--- Given entries Enclosed Below ---

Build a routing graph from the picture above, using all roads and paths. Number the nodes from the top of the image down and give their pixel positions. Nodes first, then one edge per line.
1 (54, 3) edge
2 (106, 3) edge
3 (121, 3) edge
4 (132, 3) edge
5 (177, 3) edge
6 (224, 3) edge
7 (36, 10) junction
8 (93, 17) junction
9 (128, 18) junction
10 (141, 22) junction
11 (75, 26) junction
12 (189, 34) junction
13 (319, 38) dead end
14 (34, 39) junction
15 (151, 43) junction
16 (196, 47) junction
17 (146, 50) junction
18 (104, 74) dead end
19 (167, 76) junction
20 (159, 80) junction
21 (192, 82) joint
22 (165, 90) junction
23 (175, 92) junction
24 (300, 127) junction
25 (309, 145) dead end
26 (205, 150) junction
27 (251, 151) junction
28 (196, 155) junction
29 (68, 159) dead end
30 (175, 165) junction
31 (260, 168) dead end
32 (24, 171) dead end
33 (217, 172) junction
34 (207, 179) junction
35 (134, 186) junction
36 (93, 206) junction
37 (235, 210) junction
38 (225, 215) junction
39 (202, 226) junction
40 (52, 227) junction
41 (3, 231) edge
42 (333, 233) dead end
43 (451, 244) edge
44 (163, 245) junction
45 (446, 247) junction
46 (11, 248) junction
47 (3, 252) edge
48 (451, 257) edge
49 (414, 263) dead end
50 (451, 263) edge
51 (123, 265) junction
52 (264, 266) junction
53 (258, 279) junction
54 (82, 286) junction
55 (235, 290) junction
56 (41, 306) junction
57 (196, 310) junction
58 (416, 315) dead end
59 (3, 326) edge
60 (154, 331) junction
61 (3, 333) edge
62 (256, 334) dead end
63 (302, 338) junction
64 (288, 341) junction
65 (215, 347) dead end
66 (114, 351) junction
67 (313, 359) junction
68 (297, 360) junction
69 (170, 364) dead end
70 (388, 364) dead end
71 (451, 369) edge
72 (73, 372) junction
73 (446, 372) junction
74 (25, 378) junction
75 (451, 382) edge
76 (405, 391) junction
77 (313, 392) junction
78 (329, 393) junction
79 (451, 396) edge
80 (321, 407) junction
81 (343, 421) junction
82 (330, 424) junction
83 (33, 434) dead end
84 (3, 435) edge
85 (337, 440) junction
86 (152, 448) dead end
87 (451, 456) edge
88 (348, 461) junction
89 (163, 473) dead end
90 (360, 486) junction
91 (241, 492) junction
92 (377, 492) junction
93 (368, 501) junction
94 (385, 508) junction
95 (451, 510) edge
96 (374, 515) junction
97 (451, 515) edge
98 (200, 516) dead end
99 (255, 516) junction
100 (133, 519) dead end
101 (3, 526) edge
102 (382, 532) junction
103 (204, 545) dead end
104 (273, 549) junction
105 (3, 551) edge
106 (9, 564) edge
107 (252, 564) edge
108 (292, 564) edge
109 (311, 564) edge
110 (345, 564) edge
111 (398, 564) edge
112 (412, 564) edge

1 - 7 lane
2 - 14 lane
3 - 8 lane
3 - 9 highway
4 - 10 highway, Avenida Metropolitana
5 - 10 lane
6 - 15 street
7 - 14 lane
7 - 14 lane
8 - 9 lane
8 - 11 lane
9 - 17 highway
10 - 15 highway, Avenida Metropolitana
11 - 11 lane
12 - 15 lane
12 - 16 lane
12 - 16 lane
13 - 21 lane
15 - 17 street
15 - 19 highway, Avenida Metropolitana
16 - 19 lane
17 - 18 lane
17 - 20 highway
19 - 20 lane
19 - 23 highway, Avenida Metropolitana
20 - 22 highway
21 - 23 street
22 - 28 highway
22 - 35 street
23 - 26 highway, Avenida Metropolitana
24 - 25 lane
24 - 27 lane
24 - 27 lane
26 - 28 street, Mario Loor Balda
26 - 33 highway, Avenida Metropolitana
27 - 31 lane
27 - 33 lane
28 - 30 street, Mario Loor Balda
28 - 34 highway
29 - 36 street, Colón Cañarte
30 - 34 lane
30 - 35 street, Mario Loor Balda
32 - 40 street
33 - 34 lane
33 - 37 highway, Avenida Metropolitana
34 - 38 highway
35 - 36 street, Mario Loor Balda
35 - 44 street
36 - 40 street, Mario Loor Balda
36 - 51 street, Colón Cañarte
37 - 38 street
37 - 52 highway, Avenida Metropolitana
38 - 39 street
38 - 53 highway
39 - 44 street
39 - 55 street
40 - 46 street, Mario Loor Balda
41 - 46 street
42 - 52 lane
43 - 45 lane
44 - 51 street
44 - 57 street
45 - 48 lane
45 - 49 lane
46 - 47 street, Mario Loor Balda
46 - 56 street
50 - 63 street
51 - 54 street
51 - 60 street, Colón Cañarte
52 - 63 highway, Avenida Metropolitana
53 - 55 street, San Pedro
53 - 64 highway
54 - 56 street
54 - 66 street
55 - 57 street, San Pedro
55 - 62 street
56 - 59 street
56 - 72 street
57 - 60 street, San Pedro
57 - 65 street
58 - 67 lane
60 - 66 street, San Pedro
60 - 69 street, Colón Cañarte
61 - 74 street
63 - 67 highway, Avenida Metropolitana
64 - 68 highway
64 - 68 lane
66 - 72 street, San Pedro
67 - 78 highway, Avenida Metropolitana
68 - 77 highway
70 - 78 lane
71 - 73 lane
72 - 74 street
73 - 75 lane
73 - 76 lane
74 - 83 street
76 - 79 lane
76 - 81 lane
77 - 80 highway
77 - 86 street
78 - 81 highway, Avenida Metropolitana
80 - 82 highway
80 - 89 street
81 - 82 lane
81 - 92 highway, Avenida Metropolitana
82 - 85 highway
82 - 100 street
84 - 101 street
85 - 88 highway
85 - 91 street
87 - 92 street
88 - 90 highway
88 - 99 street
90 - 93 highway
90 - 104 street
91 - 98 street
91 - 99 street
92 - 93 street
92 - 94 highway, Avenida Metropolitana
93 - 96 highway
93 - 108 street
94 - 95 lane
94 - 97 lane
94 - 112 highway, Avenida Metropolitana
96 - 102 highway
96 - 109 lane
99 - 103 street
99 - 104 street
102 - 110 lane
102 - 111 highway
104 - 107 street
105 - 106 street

--- End of Enclosed Given entries ---

The lines to copy are those above that contain "Cañarte".

● **Answer box**
29 - 36 street, Colón Cañarte
36 - 51 street, Colón Cañarte
51 - 60 street, Colón Cañarte
60 - 69 street, Colón Cañarte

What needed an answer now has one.